- [Collected data]
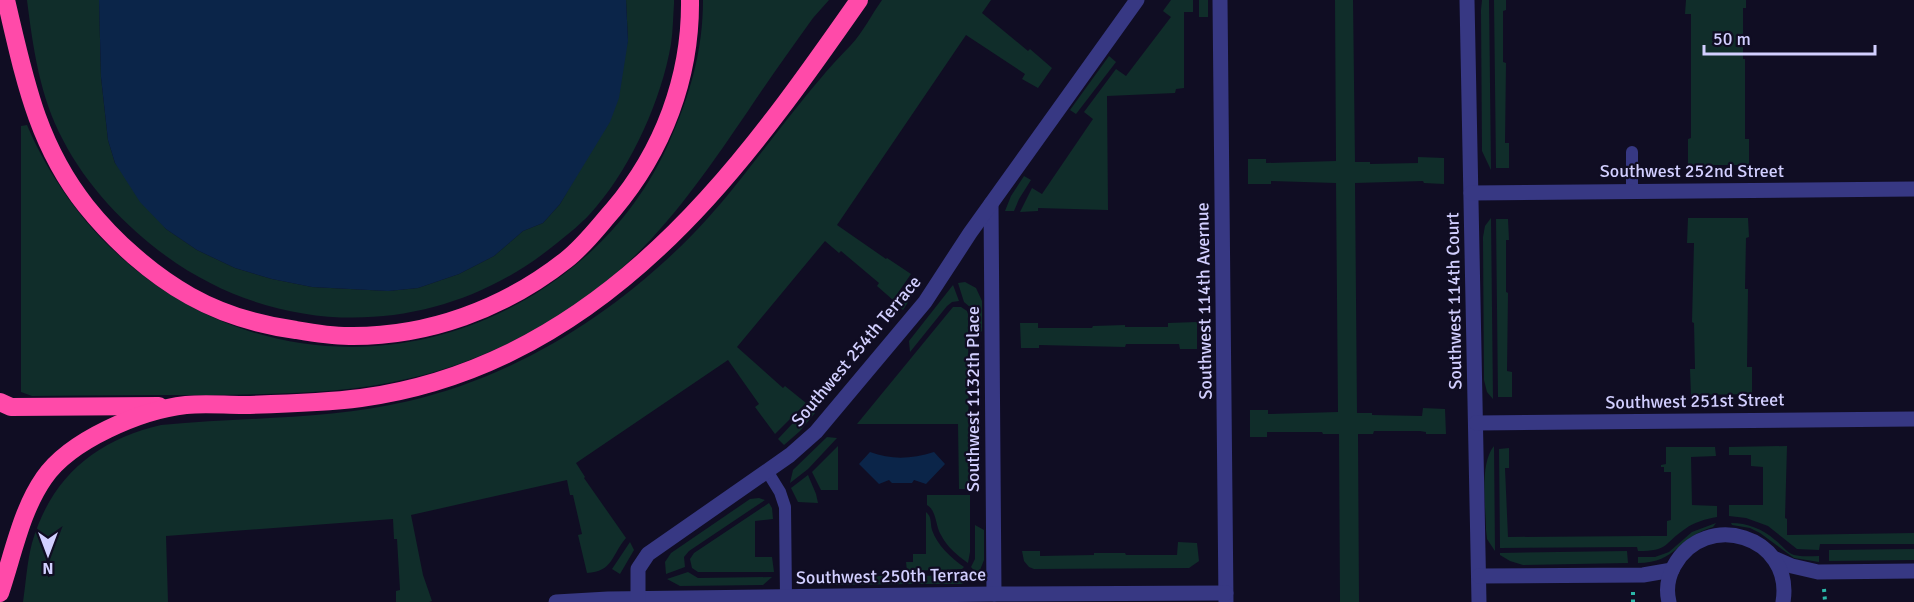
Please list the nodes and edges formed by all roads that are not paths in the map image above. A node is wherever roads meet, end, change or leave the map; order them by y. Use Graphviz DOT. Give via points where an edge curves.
graph roads {
  1 [pos="6,0"];
  2 [pos="690,0"];
  3 [pos="859,0"];
  4 [pos="1137,0"];
  5 [pos="1220,0"];
  6 [pos="1467,0"];
  7 [pos="1632,152"];
  8 [pos="1914,189"];
  9 [pos="1632,191"];
  10 [pos="1471,193"];
  11 [pos="991,204"];
  12 [pos="0,402"];
  13 [pos="185,405"];
  14 [pos="1914,418"];
  15 [pos="1476,423"];
  16 [pos="767,471"];
  17 [pos="1776,559"];
  18 [pos="1672,570"];
  19 [pos="1914,571"];
  20 [pos="1479,576"];
  21 [pos="0,593"];
  22 [pos="994,594"];
  23 [pos="786,597"];
  24 [pos="1226,598"];
  25 [pos="638,600"];
  26 [pos="869,600"];
  27 [pos="556,602"];
  28 [pos="1479,602"];
  29 [pos="1669,602"];
  30 [pos="1783,602"];
  1 -- 2 [label="highway" via="33,110 53,156 87,208 114,237 157,274 203,303 274,327 346,336 400,333 452,321 522,289 587,241 628,192 666,124 684,65"];
  3 -- 13 [label="highway" via="756,142 702,206 633,271 567,321 485,364 407,389 302,403"];
  4 -- 11 [label="street, Southwest 254th Terrace"];
  5 -- 24 [label="street, Southwest 114th Avernue"];
  6 -- 10 [label="street, Southwest 114th Court"];
  7 -- 9 [label="lane"];
  8 -- 9 [label="street, Southwest 252nd Street"];
  9 -- 10 [label="street, Southwest 252nd Street"];
  10 -- 15 [label="street, Southwest 114th Court"];
  11 -- 16 [label="street, Southwest 254th Terrace" via="925,302 816,432"];
  11 -- 22 [label="street, Southwest 1132th Place"];
  12 -- 13 [label="highway" via="11,407"];
  13 -- 21 [label="highway" via="115,426 83,441 57,462 26,513"];
  14 -- 15 [label="street, Southwest 251st Street"];
  15 -- 20 [label="street, Southwest 114th Court"];
  16 -- 23 [label="lane" via="785,507"];
  16 -- 25 [label="street, Southwest 254th Terrace" via="648,554 638,569"];
  17 -- 18 [label="street" via="1745,537 1716,535 1689,547"];
  17 -- 19 [label="street" via="1818,572"];
  17 -- 30 [label="street" via="1783,579"];
  18 -- 20 [label="street" via="1643,575"];
  18 -- 29 [label="street"];
  20 -- 28 [label="street, Southwest 114th Court"];
  22 -- 24 [label="street, Southwest 250th Terrace"];
  22 -- 26 [label="street, Southwest 250th Terrace"];
  23 -- 25 [label="street, Southwest 250th Terrace"];
  23 -- 26 [label="street, Southwest 250th Terrace"];
  25 -- 27 [label="street, Southwest 250th Terrace"];
}
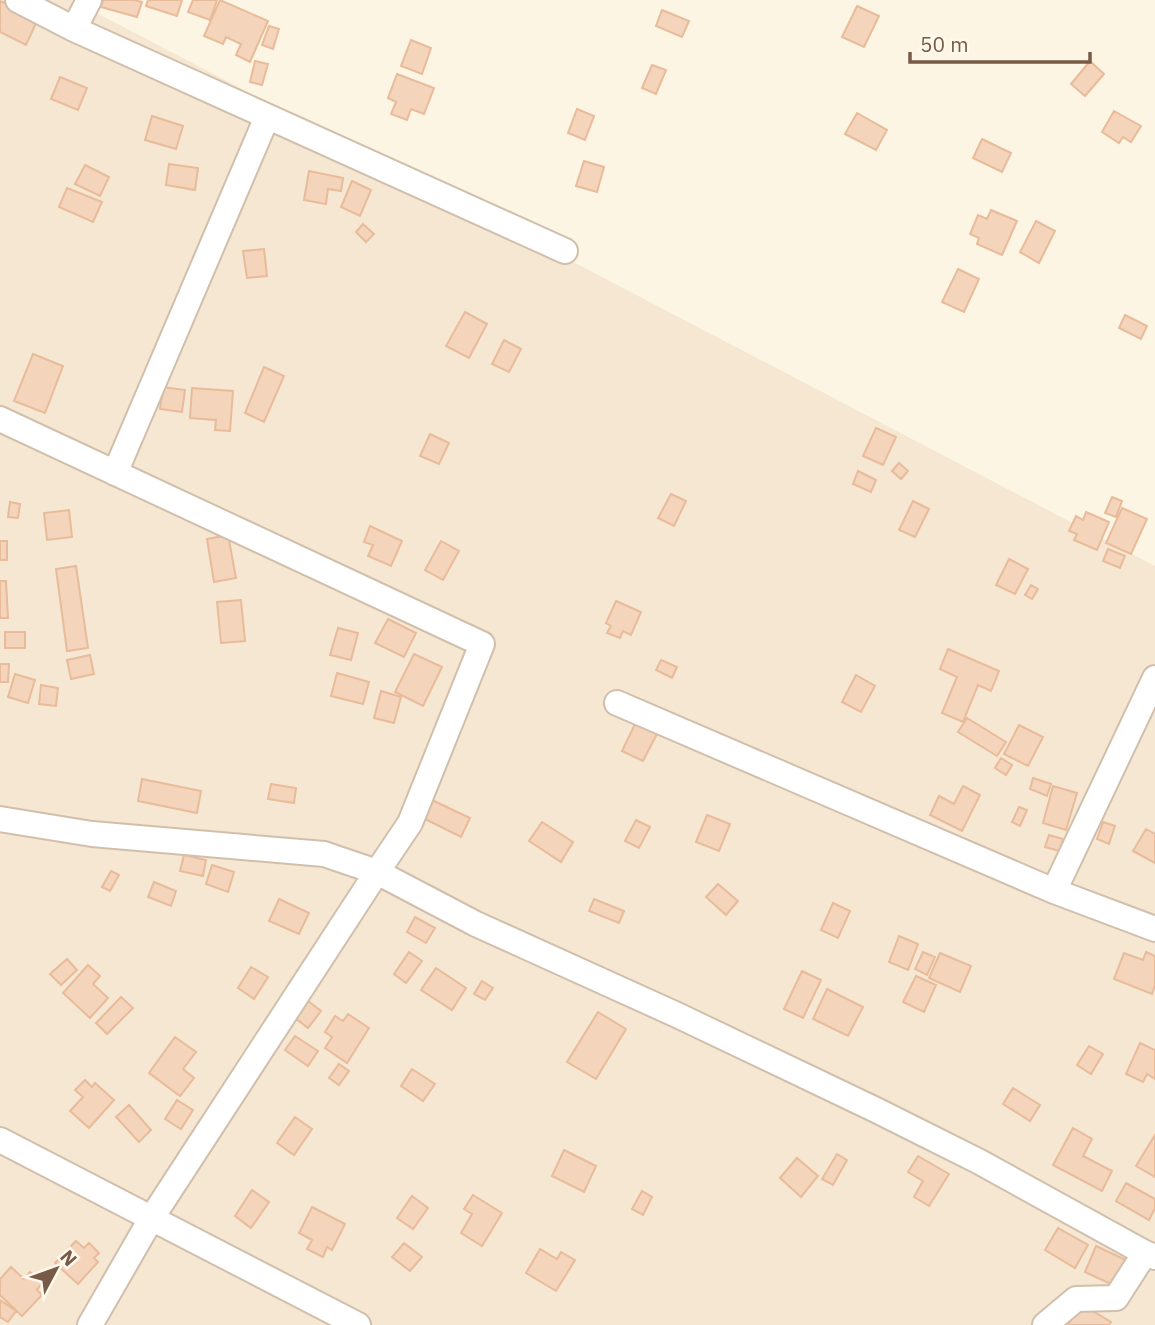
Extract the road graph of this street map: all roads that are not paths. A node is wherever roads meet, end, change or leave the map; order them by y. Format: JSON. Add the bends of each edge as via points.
{"nodes":[{"id":1,"x":18,"y":0,"type":"edge"},
{"id":2,"x":89,"y":0,"type":"edge"},
{"id":3,"x":74,"y":29,"type":"junction"},
{"id":4,"x":267,"y":117,"type":"junction"},
{"id":5,"x":565,"y":251,"type":"dead end"},
{"id":6,"x":0,"y":419,"type":"edge"},
{"id":7,"x":115,"y":473,"type":"junction"},
{"id":8,"x":1155,"y":678,"type":"edge"},
{"id":9,"x":617,"y":703,"type":"dead end"},
{"id":10,"x":0,"y":818,"type":"edge"},
{"id":11,"x":377,"y":872,"type":"junction"},
{"id":12,"x":1054,"y":891,"type":"junction"},
{"id":13,"x":1155,"y":929,"type":"edge"},
{"id":14,"x":0,"y":1140,"type":"edge"},
{"id":15,"x":151,"y":1219,"type":"junction"},
{"id":16,"x":1150,"y":1255,"type":"edge"},
{"id":17,"x":90,"y":1325,"type":"edge"},
{"id":18,"x":358,"y":1325,"type":"edge"},
{"id":19,"x":1045,"y":1325,"type":"edge"}],
"edges":[{"from":1,"to":3,"type":"street"},
{"from":2,"to":3,"type":"street"},
{"from":3,"to":4,"type":"street"},
{"from":4,"to":5,"type":"street"},
{"from":4,"to":7,"type":"street"},
{"from":6,"to":7,"type":"street"},
{"from":7,"to":11,"type":"street","via":[[482,644],[410,823]]},
{"from":8,"to":12,"type":"street"},
{"from":9,"to":12,"type":"street"},
{"from":10,"to":11,"type":"street","via":[[92,834],[324,854]]},
{"from":11,"to":15,"type":"street"},
{"from":11,"to":16,"type":"street","via":[[476,924],[887,1115]]},
{"from":12,"to":13,"type":"street"},
{"from":14,"to":15,"type":"street"},
{"from":15,"to":17,"type":"street"},
{"from":15,"to":18,"type":"street"},
{"from":16,"to":19,"type":"street","via":[[1116,1298],[1076,1298]]}]}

- [BRIEF] Drop the pictures and reproduce the rest of the data exactly.

- [FINISHED EXERCISE]
Please list the nodes and edges formed by all roads that are not paths in the map image above. A node is wherever roads meet, end, change or leave the map; order them by y. Use Graphviz DOT. Give via points where an edge curves.
graph roads {
  1 [pos="6,0"];
  2 [pos="690,0"];
  3 [pos="859,0"];
  4 [pos="1137,0"];
  5 [pos="1220,0"];
  6 [pos="1467,0"];
  7 [pos="1632,152"];
  8 [pos="1914,189"];
  9 [pos="1632,191"];
  10 [pos="1471,193"];
  11 [pos="991,204"];
  12 [pos="0,402"];
  13 [pos="185,405"];
  14 [pos="1914,418"];
  15 [pos="1476,423"];
  16 [pos="767,471"];
  17 [pos="1776,559"];
  18 [pos="1672,570"];
  19 [pos="1914,571"];
  20 [pos="1479,576"];
  21 [pos="0,593"];
  22 [pos="994,594"];
  23 [pos="786,597"];
  24 [pos="1226,598"];
  25 [pos="638,600"];
  26 [pos="869,600"];
  27 [pos="556,602"];
  28 [pos="1479,602"];
  29 [pos="1669,602"];
  30 [pos="1783,602"];
  1 -- 2 [label="highway" via="33,110 53,156 87,208 114,237 157,274 203,303 274,327 346,336 400,333 452,321 522,289 587,241 628,192 666,124 684,65"];
  3 -- 13 [label="highway" via="756,142 702,206 633,271 567,321 485,364 407,389 302,403"];
  4 -- 11 [label="street, Southwest 254th Terrace"];
  5 -- 24 [label="street, Southwest 114th Avernue"];
  6 -- 10 [label="street, Southwest 114th Court"];
  7 -- 9 [label="lane"];
  8 -- 9 [label="street, Southwest 252nd Street"];
  9 -- 10 [label="street, Southwest 252nd Street"];
  10 -- 15 [label="street, Southwest 114th Court"];
  11 -- 16 [label="street, Southwest 254th Terrace" via="925,302 816,432"];
  11 -- 22 [label="street, Southwest 1132th Place"];
  12 -- 13 [label="highway" via="11,407"];
  13 -- 21 [label="highway" via="115,426 83,441 57,462 26,513"];
  14 -- 15 [label="street, Southwest 251st Street"];
  15 -- 20 [label="street, Southwest 114th Court"];
  16 -- 23 [label="lane" via="785,507"];
  16 -- 25 [label="street, Southwest 254th Terrace" via="648,554 638,569"];
  17 -- 18 [label="street" via="1745,537 1716,535 1689,547"];
  17 -- 19 [label="street" via="1818,572"];
  17 -- 30 [label="street" via="1783,579"];
  18 -- 20 [label="street" via="1643,575"];
  18 -- 29 [label="street"];
  20 -- 28 [label="street, Southwest 114th Court"];
  22 -- 24 [label="street, Southwest 250th Terrace"];
  22 -- 26 [label="street, Southwest 250th Terrace"];
  23 -- 25 [label="street, Southwest 250th Terrace"];
  23 -- 26 [label="street, Southwest 250th Terrace"];
  25 -- 27 [label="street, Southwest 250th Terrace"];
}
Extract the road graph of this street map: all roads that are not paths. A node is wherever roads meet, end, change or leave the map; order them by y. Format: JSON. Add the bends of each edge as via points.
{"nodes":[{"id":1,"x":18,"y":0,"type":"edge"},
{"id":2,"x":89,"y":0,"type":"edge"},
{"id":3,"x":74,"y":29,"type":"junction"},
{"id":4,"x":267,"y":117,"type":"junction"},
{"id":5,"x":565,"y":251,"type":"dead end"},
{"id":6,"x":0,"y":419,"type":"edge"},
{"id":7,"x":115,"y":473,"type":"junction"},
{"id":8,"x":1155,"y":678,"type":"edge"},
{"id":9,"x":617,"y":703,"type":"dead end"},
{"id":10,"x":0,"y":818,"type":"edge"},
{"id":11,"x":377,"y":872,"type":"junction"},
{"id":12,"x":1054,"y":891,"type":"junction"},
{"id":13,"x":1155,"y":929,"type":"edge"},
{"id":14,"x":0,"y":1140,"type":"edge"},
{"id":15,"x":151,"y":1219,"type":"junction"},
{"id":16,"x":1150,"y":1255,"type":"edge"},
{"id":17,"x":90,"y":1325,"type":"edge"},
{"id":18,"x":358,"y":1325,"type":"edge"},
{"id":19,"x":1045,"y":1325,"type":"edge"}],
"edges":[{"from":1,"to":3,"type":"street"},
{"from":2,"to":3,"type":"street"},
{"from":3,"to":4,"type":"street"},
{"from":4,"to":5,"type":"street"},
{"from":4,"to":7,"type":"street"},
{"from":6,"to":7,"type":"street"},
{"from":7,"to":11,"type":"street","via":[[482,644],[410,823]]},
{"from":8,"to":12,"type":"street"},
{"from":9,"to":12,"type":"street"},
{"from":10,"to":11,"type":"street","via":[[92,834],[324,854]]},
{"from":11,"to":15,"type":"street"},
{"from":11,"to":16,"type":"street","via":[[476,924],[887,1115]]},
{"from":12,"to":13,"type":"street"},
{"from":14,"to":15,"type":"street"},
{"from":15,"to":17,"type":"street"},
{"from":15,"to":18,"type":"street"},
{"from":16,"to":19,"type":"street","via":[[1116,1298],[1076,1298]]}]}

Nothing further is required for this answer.